La conversion de vos colonnes en tableaux numpy devrait faire l'affaire (je préfère StandardScaler):
from sklearn.preprocessing import StandardScaler scale = StandardScaler() dfTest[['A','B','C']] = scale.fit_transform(dfTest[['A','B','C']].as_matrix())
- Modifier Nov 2018 (testé pour pandas .23.4) -
Comme Rob Murray le mentionne dans les commentaires, dans la version actuelle (v0.23.4) de pandas .as_matrix()
renvoie FutureWarning
. Par conséquent, il devrait être remplacé par .values
:
from sklearn.preprocessing import StandardScaler
scaler = StandardScaler()
scaler.fit_transform(dfTest[['A','B']].values)

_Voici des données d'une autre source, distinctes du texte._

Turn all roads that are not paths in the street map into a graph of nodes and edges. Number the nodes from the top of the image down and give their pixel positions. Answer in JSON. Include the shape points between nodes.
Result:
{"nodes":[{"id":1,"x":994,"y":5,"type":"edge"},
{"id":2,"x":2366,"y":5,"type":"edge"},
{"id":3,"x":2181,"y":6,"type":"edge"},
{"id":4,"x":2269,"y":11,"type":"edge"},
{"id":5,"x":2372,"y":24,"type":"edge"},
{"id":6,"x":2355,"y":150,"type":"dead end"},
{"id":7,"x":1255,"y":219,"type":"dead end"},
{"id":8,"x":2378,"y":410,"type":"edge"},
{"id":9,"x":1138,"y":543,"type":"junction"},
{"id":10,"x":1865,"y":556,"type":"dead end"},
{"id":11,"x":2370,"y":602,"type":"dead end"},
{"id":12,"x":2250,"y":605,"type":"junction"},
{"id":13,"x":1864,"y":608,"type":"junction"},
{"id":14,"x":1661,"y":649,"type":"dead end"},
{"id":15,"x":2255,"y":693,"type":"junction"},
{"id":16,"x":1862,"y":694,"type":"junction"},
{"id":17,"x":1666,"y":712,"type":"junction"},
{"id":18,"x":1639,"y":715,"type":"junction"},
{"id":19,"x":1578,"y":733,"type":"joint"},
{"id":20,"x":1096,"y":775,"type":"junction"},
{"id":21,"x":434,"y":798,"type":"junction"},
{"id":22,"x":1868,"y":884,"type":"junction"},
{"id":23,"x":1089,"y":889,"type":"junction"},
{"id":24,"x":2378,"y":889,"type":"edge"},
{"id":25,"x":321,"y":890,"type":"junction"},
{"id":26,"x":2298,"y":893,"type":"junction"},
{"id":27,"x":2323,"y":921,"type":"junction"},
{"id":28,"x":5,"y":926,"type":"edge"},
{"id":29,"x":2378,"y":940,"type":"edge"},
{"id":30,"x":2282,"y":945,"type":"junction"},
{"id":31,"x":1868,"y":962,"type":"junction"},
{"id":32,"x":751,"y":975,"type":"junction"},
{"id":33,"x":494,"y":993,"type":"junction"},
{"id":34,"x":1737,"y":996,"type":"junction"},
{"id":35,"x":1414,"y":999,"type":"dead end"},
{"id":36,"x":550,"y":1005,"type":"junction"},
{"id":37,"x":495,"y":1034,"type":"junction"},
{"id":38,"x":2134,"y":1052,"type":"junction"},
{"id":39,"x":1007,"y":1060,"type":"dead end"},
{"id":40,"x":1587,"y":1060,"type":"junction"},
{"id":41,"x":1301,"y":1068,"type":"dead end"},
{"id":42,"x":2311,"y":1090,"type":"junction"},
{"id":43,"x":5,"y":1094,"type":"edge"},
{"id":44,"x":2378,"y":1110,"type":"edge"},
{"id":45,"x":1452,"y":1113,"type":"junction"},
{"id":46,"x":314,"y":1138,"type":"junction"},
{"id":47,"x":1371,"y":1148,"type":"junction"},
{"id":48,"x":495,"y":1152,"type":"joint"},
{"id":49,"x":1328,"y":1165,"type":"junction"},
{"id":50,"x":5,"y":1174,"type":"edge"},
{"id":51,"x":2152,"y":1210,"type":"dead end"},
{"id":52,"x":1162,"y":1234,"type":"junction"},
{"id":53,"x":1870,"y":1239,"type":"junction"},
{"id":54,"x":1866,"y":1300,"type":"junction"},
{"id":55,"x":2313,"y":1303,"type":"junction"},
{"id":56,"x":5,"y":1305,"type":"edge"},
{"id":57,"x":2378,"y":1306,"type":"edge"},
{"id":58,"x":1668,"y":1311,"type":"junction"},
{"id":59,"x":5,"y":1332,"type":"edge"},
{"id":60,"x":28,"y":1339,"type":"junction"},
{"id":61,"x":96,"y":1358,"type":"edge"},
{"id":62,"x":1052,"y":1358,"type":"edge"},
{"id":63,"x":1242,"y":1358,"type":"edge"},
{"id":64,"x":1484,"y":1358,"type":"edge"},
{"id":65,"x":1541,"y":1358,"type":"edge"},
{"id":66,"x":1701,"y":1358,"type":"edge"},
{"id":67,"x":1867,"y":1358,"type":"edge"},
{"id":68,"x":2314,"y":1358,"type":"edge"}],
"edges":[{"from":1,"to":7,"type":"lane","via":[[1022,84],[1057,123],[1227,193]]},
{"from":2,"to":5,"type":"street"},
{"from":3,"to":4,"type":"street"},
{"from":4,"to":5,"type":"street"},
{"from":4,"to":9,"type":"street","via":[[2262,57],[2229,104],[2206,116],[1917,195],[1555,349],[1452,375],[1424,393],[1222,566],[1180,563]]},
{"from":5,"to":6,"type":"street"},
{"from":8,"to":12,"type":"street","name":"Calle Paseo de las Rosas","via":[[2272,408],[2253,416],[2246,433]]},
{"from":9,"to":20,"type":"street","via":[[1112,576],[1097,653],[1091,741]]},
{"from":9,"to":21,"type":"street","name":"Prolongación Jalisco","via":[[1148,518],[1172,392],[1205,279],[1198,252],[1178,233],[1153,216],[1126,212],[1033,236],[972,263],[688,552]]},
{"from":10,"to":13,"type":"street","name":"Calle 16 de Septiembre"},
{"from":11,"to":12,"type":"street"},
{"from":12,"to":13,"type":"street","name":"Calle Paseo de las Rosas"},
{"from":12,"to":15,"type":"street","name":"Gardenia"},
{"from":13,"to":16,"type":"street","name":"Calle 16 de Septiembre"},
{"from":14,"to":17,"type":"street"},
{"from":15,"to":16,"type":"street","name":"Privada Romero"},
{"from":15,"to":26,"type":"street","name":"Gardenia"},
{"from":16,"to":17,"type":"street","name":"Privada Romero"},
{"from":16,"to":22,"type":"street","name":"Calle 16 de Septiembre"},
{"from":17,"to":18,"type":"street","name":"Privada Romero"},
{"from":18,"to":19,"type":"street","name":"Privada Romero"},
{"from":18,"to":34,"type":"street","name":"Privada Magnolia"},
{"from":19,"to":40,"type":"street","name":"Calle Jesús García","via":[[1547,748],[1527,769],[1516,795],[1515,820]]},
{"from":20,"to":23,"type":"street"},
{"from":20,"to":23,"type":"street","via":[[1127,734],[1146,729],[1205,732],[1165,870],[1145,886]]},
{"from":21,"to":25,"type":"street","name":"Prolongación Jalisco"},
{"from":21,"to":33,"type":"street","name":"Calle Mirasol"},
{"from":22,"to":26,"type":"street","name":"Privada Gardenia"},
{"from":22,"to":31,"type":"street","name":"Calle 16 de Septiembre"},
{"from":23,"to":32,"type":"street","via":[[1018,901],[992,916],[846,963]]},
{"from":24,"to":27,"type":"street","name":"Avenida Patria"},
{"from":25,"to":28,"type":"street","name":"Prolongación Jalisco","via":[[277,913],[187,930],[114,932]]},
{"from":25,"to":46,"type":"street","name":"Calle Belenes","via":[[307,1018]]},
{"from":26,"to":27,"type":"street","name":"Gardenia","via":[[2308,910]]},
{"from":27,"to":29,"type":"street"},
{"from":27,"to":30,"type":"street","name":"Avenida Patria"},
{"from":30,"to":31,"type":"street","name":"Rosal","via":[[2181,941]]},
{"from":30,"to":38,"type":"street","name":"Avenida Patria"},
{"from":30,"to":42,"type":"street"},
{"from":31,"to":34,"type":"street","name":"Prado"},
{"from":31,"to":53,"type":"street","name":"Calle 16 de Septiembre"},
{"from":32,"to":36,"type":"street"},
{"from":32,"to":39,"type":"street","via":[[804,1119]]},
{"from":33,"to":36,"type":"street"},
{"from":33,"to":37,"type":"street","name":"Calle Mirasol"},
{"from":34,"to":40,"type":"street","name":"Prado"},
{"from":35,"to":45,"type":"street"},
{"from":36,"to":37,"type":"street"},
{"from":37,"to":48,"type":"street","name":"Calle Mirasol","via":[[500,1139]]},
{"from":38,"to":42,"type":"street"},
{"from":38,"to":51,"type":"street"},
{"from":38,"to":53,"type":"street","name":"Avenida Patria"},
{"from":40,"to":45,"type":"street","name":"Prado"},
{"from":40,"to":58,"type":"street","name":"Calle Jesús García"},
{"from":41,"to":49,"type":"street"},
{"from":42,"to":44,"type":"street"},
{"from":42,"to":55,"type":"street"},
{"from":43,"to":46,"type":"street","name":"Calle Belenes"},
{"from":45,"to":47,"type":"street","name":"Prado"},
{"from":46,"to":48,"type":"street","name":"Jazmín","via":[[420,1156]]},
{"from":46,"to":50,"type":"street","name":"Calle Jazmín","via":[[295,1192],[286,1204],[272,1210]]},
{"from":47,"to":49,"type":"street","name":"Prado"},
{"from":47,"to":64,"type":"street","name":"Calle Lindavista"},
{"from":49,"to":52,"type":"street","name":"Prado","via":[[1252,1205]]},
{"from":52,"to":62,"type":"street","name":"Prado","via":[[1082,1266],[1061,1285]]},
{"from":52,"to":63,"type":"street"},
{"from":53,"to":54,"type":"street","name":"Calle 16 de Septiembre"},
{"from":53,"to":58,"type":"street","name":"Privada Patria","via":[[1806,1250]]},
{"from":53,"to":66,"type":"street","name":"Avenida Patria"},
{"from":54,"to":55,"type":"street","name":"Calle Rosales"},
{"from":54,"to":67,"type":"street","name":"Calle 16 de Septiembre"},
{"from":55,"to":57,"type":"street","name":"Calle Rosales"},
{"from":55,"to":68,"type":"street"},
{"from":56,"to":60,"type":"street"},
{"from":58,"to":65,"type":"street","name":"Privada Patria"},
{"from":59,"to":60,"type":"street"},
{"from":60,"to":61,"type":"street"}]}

- Modifier Mai 2019 (testé pour pandas .24.2) -
Comme joelostblom le mentionne dans les commentaires, "Depuis 0.24.0
, il est recommandé d’utiliser .to_numpy()
au lieu de .values
."
Exemple mis à jour:
import pandas as pd
from sklearn.preprocessing import StandardScaler
scaler = StandardScaler()
dfTest = pd.DataFrame({
'A':[14.00,90.20,90.95,96.27,91.21],
'B':[103.02,107.26,110.35,114.23,114.68],
'C':['big','small','big','small','small']
})
dfTest[['A', 'B']] = scaler.fit_transform(dfTest[['A','B']].to_numpy())
dfTest
A B C
0 -1.995290 -1.571117 big
1 0.436356 -0.603995 small
2 0.460289 0.100818 big
3 0.630058 0.985826 small
4 0.468586 1.088469 small
Vous pouvez le faire en utilisant pandas
uniquement:
In [235]:
dfTest = pd.DataFrame({'A':[14.00,90.20,90.95,96.27,91.21],'B':[103.02,107.26,110.35,114.23,114.68], 'C':['big','small','big','small','small']})
df = dfTest[['A', 'B']]
df_norm = (df - df.min()) / (df.max() - df.min())
print df_norm
print pd.concat((df_norm, dfTest.C),1)
A B
0 0.000000 0.000000
1 0.926219 0.363636
2 0.935335 0.628645
3 1.000000 0.961407
4 0.938495 1.000000
A B C
0 0.000000 0.000000 big
1 0.926219 0.363636 small
2 0.935335 0.628645 big
3 1.000000 0.961407 small
4 0.938495 1.000000 small
df = pd.DataFrame(scale.fit_transform(df.values), columns=df.columns, index=df.index)
Cela devrait fonctionner sans avertissements de dépréciation.